The demand for energy is anticipated to rise significantly due to the increased deployment of artificial intelligence (AI) technologies, which are highly energy intensive. As we discussed in a recent thought leadership piece, there is a strong intersection between nuclear power and AI. Not only is nuclear power generation well-positioned to address the growing need for powering AI, but the nuclear power industry and its primary regulator, the US Nuclear Regulatory Commission (NRC) are looking to leverage AI to increase efficiency and strategic decision-making.

The NRC staff recently published a report identifying how AI may be used to enhance work within the NRC. The report is the result of NRC Chairman Christopher Hanson’s October 2023 memorandum directing “NRC staff to review how AI could streamline operations, optimize processes, and make well-informed decisions.”

The report follows the NRC’s issuance of NUREG-2261 in 2023, also known as the AI Strategic Plan (Strategic Plan), wherein the NRC acknowledged that while it does not currently employ AI technologies, it “anticipates increased use of AI in NRC-regulated activities.” The NRC explained the purpose of the Strategic Plan is to ensure the NRC staff’s readiness to review and evaluate the use of AI in NRC-regulated activities. Now, through the report, the NRC outlines recommendations for how it can leverage AI technology within the agency. Through the report, the NRC continues toward accepting AI technology’s role in the nuclear industry.

The Process

To conduct the review detailed in the report, the executive director for operations established a team from the Office of the Chief Information Officer and the Office of Nuclear Regulatory Research (AI Team). The AI Team encouraged staff to evaluate and suggest ways that the NRC might use AI to enhance their work, termed “AI use cases.” The AI Team then partnered with NRC data scientists and outside AI experts to evaluate whether the proposed AI use cases were viable.

The Results

The AI Team identified 36 potential AI use cases that would enhance staff productivity and support the workforce. Of the 36 cases, 16 “would apply AI to automate routine tasks and implement workflow and process improvements, making many of the staff’s daily tasks more efficient.” An example of these AI use cases is summarizing meeting transcripts, documents, and web pages. The remaining 20 AI use cases use other forms of “AI to perform predictive analytics, automating the review of public comments on proposed regulations, and aiding inspectors in scheduling and planning their availability across the regions.”

Next Steps

The staff identified two next steps for the NRC to successfully implement AI. First, they recommend that the NRC “[d]evelop an enterprise-wide AI strategy to advance the use of AI within the agency.” This enterprise AI strategy would ensure that “the NRC is aligned with the federal policy that federal agencies use AI in a safe and responsible manner” and would include preparing AI governance to ensure responsible and trustworthy AI implementation that precedes the full deployment of AI.

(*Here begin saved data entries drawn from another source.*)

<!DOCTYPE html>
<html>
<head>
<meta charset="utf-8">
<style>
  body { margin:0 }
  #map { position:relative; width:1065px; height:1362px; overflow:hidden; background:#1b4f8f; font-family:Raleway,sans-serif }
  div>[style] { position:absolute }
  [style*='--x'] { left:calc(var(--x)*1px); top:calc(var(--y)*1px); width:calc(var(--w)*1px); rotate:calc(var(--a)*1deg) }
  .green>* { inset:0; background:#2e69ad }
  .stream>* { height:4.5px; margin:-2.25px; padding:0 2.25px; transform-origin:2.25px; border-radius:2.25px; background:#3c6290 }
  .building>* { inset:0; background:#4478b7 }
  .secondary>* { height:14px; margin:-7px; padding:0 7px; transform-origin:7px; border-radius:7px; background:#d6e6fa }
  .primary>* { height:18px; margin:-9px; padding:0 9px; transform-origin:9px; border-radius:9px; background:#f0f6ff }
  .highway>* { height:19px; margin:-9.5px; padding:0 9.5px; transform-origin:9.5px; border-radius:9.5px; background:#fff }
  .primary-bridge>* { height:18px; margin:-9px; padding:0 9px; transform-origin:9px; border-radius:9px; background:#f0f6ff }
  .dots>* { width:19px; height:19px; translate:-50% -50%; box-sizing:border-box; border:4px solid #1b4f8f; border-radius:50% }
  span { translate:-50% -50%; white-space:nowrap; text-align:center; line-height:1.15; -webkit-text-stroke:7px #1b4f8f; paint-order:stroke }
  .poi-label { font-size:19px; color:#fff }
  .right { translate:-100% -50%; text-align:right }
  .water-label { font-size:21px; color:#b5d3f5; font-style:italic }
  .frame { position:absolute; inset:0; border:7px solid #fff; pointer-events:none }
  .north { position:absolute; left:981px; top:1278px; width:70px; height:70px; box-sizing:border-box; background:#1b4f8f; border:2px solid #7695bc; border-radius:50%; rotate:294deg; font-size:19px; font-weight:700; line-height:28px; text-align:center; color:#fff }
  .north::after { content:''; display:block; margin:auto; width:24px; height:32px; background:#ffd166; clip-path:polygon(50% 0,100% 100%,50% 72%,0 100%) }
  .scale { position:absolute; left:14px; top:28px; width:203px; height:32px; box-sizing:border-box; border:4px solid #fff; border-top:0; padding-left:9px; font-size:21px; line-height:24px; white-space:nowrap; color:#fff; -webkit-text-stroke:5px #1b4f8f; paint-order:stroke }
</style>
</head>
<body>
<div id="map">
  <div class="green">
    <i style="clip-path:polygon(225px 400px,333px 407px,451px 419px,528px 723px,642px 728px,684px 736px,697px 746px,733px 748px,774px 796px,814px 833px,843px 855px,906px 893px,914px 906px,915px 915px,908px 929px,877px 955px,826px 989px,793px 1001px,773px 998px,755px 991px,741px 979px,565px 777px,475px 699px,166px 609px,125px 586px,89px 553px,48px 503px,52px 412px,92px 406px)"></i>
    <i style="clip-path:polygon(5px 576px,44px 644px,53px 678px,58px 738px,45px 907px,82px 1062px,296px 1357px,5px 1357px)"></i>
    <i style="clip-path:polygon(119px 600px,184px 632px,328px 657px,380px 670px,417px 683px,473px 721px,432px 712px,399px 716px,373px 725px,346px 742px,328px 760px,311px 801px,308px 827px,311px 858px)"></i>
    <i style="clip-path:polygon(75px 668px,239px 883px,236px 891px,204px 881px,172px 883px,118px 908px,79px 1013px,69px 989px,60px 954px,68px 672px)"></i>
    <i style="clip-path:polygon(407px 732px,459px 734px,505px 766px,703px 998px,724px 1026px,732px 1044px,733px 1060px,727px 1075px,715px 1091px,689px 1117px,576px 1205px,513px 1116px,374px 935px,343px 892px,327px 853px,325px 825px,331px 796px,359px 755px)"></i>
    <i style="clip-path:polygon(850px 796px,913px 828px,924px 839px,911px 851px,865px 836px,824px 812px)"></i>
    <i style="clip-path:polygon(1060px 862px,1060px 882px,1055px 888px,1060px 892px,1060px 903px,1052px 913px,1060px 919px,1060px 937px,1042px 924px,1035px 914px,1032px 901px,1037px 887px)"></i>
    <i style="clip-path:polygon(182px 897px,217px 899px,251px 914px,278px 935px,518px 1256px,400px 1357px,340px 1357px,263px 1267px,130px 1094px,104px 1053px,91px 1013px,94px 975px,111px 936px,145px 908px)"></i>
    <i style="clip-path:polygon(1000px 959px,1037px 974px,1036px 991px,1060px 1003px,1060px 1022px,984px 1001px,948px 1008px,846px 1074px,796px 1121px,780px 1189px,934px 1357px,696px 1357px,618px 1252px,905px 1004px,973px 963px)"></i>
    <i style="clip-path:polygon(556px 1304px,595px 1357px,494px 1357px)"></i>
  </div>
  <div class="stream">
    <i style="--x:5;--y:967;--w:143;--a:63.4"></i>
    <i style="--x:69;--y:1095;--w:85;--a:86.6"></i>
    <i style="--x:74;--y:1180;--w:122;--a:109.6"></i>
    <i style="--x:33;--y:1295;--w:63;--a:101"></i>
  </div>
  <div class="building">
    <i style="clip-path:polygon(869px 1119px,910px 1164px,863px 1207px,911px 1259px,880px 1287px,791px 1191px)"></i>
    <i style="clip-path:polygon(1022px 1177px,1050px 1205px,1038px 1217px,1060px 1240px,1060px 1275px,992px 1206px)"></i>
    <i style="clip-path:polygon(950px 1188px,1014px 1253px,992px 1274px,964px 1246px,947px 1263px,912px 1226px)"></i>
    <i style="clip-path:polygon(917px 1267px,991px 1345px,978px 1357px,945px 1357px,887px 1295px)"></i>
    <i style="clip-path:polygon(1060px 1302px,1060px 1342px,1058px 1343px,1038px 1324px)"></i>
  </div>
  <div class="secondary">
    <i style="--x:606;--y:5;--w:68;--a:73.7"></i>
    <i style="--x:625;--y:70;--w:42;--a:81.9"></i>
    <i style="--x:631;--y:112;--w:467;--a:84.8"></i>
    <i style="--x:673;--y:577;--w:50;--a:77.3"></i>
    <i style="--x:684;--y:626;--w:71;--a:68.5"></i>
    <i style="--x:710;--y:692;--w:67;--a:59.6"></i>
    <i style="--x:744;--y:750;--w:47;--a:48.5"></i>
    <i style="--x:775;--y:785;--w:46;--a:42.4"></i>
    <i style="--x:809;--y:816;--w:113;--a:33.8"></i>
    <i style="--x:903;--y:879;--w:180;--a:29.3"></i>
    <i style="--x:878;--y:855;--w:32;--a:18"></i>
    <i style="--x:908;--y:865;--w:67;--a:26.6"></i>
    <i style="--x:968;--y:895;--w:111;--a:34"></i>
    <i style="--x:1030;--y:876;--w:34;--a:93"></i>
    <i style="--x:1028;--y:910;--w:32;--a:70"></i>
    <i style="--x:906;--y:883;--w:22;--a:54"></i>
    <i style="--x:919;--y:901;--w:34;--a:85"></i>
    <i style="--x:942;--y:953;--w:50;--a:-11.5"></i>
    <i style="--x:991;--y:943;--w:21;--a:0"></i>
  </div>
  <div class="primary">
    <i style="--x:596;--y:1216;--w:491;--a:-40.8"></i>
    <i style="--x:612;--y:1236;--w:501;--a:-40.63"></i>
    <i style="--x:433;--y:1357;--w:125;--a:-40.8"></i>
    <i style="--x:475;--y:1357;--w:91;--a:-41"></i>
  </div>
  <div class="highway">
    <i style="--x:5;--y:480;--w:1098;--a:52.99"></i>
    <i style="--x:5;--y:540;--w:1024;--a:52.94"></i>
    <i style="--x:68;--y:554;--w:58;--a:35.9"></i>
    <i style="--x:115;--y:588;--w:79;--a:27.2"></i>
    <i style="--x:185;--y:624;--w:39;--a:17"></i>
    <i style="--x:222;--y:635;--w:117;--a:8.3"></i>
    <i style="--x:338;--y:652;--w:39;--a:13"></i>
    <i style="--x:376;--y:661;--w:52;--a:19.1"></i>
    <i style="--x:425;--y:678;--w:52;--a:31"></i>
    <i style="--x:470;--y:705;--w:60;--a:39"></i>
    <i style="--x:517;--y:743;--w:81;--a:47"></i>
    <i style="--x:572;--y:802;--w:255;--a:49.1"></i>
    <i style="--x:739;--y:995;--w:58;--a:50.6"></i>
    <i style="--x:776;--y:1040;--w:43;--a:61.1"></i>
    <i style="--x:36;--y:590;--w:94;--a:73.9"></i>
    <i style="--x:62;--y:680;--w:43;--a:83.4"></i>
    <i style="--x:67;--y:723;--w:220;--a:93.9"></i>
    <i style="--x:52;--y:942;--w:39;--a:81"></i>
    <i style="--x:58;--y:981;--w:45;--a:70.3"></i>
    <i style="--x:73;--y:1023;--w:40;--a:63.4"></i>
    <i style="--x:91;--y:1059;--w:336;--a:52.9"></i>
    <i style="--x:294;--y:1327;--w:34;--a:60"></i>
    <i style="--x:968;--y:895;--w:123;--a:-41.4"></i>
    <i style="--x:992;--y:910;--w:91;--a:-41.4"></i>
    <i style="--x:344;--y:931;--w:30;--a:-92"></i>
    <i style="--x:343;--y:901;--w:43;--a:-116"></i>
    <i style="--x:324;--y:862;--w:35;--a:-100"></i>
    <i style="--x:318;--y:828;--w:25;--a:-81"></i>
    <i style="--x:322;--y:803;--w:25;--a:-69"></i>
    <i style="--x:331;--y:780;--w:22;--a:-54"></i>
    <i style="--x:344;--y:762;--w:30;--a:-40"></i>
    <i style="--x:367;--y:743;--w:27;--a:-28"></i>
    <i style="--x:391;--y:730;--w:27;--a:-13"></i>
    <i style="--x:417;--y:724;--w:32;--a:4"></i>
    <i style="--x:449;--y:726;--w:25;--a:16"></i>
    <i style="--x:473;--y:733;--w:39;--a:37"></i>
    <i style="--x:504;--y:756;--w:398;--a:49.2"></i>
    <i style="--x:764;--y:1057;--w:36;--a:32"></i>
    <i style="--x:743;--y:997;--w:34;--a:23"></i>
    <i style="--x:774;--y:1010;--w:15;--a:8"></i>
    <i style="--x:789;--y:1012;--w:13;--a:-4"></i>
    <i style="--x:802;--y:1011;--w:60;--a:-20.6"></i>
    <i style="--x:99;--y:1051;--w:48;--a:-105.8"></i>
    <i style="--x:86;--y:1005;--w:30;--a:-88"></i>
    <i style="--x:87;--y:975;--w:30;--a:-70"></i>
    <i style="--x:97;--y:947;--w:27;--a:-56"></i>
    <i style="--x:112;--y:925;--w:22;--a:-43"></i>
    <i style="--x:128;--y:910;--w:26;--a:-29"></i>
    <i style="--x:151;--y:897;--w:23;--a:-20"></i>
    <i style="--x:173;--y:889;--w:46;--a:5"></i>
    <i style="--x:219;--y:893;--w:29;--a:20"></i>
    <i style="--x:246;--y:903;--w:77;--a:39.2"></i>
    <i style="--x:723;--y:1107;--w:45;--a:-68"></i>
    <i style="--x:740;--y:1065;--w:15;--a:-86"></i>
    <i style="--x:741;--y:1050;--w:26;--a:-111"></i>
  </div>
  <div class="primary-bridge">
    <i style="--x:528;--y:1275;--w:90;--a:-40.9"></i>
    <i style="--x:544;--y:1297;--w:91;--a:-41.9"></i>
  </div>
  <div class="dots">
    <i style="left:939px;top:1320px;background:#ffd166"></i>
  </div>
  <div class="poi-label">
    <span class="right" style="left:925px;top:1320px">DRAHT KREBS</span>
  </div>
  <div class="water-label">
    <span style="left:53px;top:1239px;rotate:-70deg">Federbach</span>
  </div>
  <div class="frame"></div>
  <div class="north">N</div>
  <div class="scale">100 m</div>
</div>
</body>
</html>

Further, it would mature the agency management program by implementing and supporting data architecture and data stewardship, while ensuring the entire NRC workforce has the necessary data literacy skills required for a comprehensive understanding of how data underpin and enhance the agency’s operations. It would also include strategically hiring and upskilling the existing workforce to ensure workplace adaptability. Further, it would include allocating resources to support the integration of AI tools as part of the IT infrastructure.

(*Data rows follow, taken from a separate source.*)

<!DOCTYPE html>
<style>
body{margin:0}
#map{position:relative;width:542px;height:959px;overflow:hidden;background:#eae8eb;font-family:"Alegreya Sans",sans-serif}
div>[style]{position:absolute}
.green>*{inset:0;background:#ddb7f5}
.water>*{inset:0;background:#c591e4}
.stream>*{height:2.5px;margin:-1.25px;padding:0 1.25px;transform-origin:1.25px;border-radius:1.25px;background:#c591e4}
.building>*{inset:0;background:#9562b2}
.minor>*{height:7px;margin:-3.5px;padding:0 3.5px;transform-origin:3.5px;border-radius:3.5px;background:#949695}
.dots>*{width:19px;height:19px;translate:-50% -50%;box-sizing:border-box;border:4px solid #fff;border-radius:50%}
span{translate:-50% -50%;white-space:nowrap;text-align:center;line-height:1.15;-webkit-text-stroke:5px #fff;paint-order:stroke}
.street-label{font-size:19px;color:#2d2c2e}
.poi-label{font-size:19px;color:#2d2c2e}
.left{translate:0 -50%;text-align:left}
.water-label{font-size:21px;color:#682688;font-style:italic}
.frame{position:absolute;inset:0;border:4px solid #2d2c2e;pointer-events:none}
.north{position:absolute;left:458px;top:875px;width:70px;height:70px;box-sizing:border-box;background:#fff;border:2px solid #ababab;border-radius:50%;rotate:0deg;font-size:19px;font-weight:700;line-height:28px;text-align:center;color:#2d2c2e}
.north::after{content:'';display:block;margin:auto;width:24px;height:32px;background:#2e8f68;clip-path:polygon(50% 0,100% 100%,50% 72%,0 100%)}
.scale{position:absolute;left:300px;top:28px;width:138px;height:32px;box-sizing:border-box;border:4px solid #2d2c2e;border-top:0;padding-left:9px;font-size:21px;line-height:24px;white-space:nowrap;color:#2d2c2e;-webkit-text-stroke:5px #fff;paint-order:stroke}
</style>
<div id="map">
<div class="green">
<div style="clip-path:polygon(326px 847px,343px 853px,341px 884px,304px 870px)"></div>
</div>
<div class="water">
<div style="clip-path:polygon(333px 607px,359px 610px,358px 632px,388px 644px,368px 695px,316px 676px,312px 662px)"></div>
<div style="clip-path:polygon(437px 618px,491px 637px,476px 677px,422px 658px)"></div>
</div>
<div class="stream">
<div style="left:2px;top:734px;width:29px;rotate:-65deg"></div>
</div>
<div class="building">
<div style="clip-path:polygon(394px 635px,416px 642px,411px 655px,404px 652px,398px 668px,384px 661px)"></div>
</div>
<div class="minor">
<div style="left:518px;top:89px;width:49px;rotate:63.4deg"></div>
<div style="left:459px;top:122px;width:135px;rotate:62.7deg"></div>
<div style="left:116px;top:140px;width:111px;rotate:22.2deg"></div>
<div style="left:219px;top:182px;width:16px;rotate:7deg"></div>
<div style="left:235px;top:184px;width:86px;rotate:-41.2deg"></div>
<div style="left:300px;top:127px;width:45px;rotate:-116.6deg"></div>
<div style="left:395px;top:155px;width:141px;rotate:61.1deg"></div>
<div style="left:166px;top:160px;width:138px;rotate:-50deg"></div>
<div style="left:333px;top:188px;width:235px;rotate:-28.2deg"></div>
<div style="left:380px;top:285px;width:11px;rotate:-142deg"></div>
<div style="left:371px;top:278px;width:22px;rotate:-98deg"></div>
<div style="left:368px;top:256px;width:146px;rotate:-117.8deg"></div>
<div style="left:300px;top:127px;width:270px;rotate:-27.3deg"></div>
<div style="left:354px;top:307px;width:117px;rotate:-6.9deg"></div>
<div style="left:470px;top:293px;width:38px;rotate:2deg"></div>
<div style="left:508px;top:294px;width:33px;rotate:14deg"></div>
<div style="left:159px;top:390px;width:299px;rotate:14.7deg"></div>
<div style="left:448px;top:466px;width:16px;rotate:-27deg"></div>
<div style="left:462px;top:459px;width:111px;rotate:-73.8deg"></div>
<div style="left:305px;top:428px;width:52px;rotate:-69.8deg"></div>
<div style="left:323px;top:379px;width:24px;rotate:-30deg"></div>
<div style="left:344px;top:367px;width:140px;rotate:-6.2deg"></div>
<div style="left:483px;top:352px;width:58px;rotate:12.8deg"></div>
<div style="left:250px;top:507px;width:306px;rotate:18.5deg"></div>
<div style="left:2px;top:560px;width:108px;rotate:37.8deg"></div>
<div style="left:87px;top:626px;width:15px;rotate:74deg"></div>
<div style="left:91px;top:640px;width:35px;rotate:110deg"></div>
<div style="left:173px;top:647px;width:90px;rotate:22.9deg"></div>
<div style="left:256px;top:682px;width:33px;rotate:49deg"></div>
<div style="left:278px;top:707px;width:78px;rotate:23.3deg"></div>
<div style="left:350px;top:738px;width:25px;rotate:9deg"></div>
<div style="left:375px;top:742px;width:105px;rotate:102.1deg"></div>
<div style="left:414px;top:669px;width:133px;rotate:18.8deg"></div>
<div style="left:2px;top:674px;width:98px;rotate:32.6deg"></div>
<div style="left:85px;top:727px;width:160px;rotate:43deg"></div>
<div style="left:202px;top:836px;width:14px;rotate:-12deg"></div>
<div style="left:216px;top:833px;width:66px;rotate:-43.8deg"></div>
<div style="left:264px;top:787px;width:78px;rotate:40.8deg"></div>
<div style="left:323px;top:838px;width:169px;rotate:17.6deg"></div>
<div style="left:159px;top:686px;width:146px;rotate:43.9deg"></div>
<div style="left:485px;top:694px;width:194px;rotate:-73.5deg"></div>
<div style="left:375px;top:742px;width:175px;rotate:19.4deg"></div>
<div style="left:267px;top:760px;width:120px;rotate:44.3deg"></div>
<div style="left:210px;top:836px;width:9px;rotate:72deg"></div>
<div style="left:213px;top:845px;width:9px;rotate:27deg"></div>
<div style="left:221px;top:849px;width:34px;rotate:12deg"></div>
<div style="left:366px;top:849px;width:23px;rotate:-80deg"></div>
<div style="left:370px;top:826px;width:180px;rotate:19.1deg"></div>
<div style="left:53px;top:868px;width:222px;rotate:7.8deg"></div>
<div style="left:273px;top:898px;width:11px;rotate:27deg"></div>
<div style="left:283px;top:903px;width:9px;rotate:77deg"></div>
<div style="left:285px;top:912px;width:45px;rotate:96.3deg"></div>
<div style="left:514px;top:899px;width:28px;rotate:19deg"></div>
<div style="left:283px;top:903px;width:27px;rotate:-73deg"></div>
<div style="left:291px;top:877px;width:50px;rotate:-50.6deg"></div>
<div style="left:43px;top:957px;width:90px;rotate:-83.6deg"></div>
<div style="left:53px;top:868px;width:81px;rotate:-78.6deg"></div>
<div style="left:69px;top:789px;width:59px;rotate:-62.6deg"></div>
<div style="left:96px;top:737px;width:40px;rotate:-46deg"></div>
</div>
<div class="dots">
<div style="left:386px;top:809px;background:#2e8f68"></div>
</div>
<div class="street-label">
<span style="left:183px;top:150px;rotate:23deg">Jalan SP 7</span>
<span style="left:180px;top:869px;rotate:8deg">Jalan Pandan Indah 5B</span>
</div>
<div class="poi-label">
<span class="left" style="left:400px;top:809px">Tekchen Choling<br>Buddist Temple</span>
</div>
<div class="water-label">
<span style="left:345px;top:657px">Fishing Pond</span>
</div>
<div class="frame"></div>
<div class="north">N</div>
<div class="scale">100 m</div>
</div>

Second, the staff recommends that the NRC “invest in foundational tools to advance the use of AI.” Specifically, in fiscal year 2025, staff plans to invest in two foundational AI tools that will address several AI use cases and facilitate staff learning and understanding of various AI tools needed to develop other AI cases. Staff recommends that emphasis be placed on governance, data readiness, and training before implementing these foundational AI tools.